## What the task asks
Omit all pictures and give the records below again exactly as written.

## Provided records
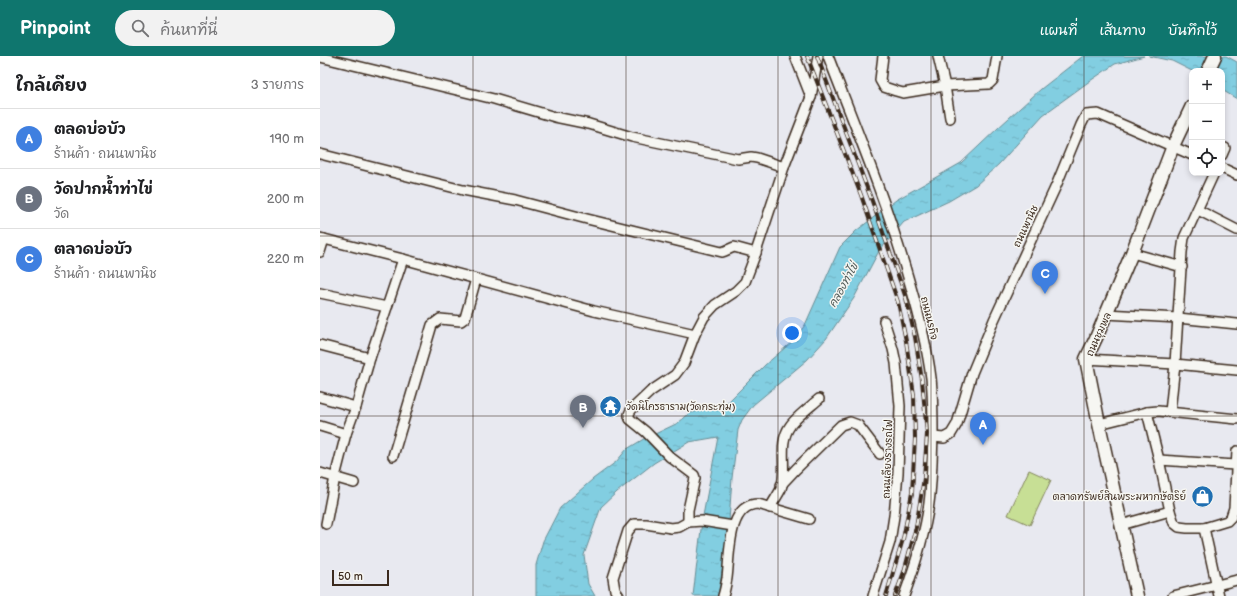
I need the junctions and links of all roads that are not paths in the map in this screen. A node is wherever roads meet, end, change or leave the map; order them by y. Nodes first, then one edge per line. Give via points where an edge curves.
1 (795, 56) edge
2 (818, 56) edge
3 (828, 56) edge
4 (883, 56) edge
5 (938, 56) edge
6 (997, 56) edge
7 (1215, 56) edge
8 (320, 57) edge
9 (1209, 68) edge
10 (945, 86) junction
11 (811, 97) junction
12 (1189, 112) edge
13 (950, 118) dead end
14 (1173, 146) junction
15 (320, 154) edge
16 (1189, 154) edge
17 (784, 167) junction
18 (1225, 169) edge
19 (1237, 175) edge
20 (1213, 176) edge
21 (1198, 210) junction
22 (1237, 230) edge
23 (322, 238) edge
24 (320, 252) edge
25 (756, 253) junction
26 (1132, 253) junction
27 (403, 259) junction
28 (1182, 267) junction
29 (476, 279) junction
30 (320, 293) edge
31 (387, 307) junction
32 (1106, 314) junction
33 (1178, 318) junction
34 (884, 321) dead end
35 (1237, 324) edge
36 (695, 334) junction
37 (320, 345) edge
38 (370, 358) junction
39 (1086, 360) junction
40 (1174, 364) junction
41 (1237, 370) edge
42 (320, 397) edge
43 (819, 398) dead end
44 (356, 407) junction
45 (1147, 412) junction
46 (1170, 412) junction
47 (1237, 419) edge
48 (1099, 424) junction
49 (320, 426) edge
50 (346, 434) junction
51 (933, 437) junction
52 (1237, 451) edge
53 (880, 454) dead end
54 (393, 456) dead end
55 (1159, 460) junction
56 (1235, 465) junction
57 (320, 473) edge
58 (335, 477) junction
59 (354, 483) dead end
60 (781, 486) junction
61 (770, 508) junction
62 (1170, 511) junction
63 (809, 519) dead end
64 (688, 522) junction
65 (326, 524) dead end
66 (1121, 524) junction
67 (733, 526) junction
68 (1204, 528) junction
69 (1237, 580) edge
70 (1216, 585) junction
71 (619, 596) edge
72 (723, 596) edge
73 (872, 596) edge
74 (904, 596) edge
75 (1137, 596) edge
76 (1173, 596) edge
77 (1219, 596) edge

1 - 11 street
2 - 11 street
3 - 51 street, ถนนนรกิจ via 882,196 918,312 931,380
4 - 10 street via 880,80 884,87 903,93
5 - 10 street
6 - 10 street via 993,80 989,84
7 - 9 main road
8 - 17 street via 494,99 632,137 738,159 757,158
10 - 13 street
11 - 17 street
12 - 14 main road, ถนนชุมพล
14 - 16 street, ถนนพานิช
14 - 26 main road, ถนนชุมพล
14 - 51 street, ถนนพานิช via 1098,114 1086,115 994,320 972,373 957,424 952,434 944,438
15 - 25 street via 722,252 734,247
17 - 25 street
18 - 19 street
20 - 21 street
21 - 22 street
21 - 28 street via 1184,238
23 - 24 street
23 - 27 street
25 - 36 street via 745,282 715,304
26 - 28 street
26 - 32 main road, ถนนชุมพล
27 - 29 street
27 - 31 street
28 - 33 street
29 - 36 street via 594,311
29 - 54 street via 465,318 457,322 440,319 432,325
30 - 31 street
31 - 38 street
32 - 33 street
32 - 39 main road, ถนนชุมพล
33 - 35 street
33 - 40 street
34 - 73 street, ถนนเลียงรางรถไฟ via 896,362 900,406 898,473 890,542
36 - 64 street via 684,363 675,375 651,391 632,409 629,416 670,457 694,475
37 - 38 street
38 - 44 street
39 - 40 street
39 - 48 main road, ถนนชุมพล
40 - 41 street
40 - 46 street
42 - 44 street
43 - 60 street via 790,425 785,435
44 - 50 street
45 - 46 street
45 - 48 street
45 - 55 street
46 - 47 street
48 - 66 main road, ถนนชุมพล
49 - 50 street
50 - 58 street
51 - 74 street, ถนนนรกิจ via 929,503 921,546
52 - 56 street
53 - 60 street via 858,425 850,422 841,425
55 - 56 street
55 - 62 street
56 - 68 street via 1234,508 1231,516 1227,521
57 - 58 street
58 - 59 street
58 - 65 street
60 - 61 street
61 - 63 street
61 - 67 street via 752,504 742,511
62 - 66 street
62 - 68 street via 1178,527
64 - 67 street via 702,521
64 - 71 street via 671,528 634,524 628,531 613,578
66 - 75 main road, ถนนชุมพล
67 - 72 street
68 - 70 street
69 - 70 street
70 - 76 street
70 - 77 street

## Output
I need the junctions and links of all roads that are not paths in the map in this screen. A node is wherever roads meet, end, change or leave the map; order them by y. Nodes first, then one edge per line. Give via points where an edge curves.
1 (795, 56) edge
2 (818, 56) edge
3 (828, 56) edge
4 (883, 56) edge
5 (938, 56) edge
6 (997, 56) edge
7 (1215, 56) edge
8 (320, 57) edge
9 (1209, 68) edge
10 (945, 86) junction
11 (811, 97) junction
12 (1189, 112) edge
13 (950, 118) dead end
14 (1173, 146) junction
15 (320, 154) edge
16 (1189, 154) edge
17 (784, 167) junction
18 (1225, 169) edge
19 (1237, 175) edge
20 (1213, 176) edge
21 (1198, 210) junction
22 (1237, 230) edge
23 (322, 238) edge
24 (320, 252) edge
25 (756, 253) junction
26 (1132, 253) junction
27 (403, 259) junction
28 (1182, 267) junction
29 (476, 279) junction
30 (320, 293) edge
31 (387, 307) junction
32 (1106, 314) junction
33 (1178, 318) junction
34 (884, 321) dead end
35 (1237, 324) edge
36 (695, 334) junction
37 (320, 345) edge
38 (370, 358) junction
39 (1086, 360) junction
40 (1174, 364) junction
41 (1237, 370) edge
42 (320, 397) edge
43 (819, 398) dead end
44 (356, 407) junction
45 (1147, 412) junction
46 (1170, 412) junction
47 (1237, 419) edge
48 (1099, 424) junction
49 (320, 426) edge
50 (346, 434) junction
51 (933, 437) junction
52 (1237, 451) edge
53 (880, 454) dead end
54 (393, 456) dead end
55 (1159, 460) junction
56 (1235, 465) junction
57 (320, 473) edge
58 (335, 477) junction
59 (354, 483) dead end
60 (781, 486) junction
61 (770, 508) junction
62 (1170, 511) junction
63 (809, 519) dead end
64 (688, 522) junction
65 (326, 524) dead end
66 (1121, 524) junction
67 (733, 526) junction
68 (1204, 528) junction
69 (1237, 580) edge
70 (1216, 585) junction
71 (619, 596) edge
72 (723, 596) edge
73 (872, 596) edge
74 (904, 596) edge
75 (1137, 596) edge
76 (1173, 596) edge
77 (1219, 596) edge

1 - 11 street
2 - 11 street
3 - 51 street, ถนนนรกิจ via 882,196 918,312 931,380
4 - 10 street via 880,80 884,87 903,93
5 - 10 street
6 - 10 street via 993,80 989,84
7 - 9 main road
8 - 17 street via 494,99 632,137 738,159 757,158
10 - 13 street
11 - 17 street
12 - 14 main road, ถนนชุมพล
14 - 16 street, ถนนพานิช
14 - 26 main road, ถนนชุมพล
14 - 51 street, ถนนพานิช via 1098,114 1086,115 994,320 972,373 957,424 952,434 944,438
15 - 25 street via 722,252 734,247
17 - 25 street
18 - 19 street
20 - 21 street
21 - 22 street
21 - 28 street via 1184,238
23 - 24 street
23 - 27 street
25 - 36 street via 745,282 715,304
26 - 28 street
26 - 32 main road, ถนนชุมพล
27 - 29 street
27 - 31 street
28 - 33 street
29 - 36 street via 594,311
29 - 54 street via 465,318 457,322 440,319 432,325
30 - 31 street
31 - 38 street
32 - 33 street
32 - 39 main road, ถนนชุมพล
33 - 35 street
33 - 40 street
34 - 73 street, ถนนเลียงรางรถไฟ via 896,362 900,406 898,473 890,542
36 - 64 street via 684,363 675,375 651,391 632,409 629,416 670,457 694,475
37 - 38 street
38 - 44 street
39 - 40 street
39 - 48 main road, ถนนชุมพล
40 - 41 street
40 - 46 street
42 - 44 street
43 - 60 street via 790,425 785,435
44 - 50 street
45 - 46 street
45 - 48 street
45 - 55 street
46 - 47 street
48 - 66 main road, ถนนชุมพล
49 - 50 street
50 - 58 street
51 - 74 street, ถนนนรกิจ via 929,503 921,546
52 - 56 street
53 - 60 street via 858,425 850,422 841,425
55 - 56 street
55 - 62 street
56 - 68 street via 1234,508 1231,516 1227,521
57 - 58 street
58 - 59 street
58 - 65 street
60 - 61 street
61 - 63 street
61 - 67 street via 752,504 742,511
62 - 66 street
62 - 68 street via 1178,527
64 - 67 street via 702,521
64 - 71 street via 671,528 634,524 628,531 613,578
66 - 75 main road, ถนนชุมพล
67 - 72 street
68 - 70 street
69 - 70 street
70 - 76 street
70 - 77 street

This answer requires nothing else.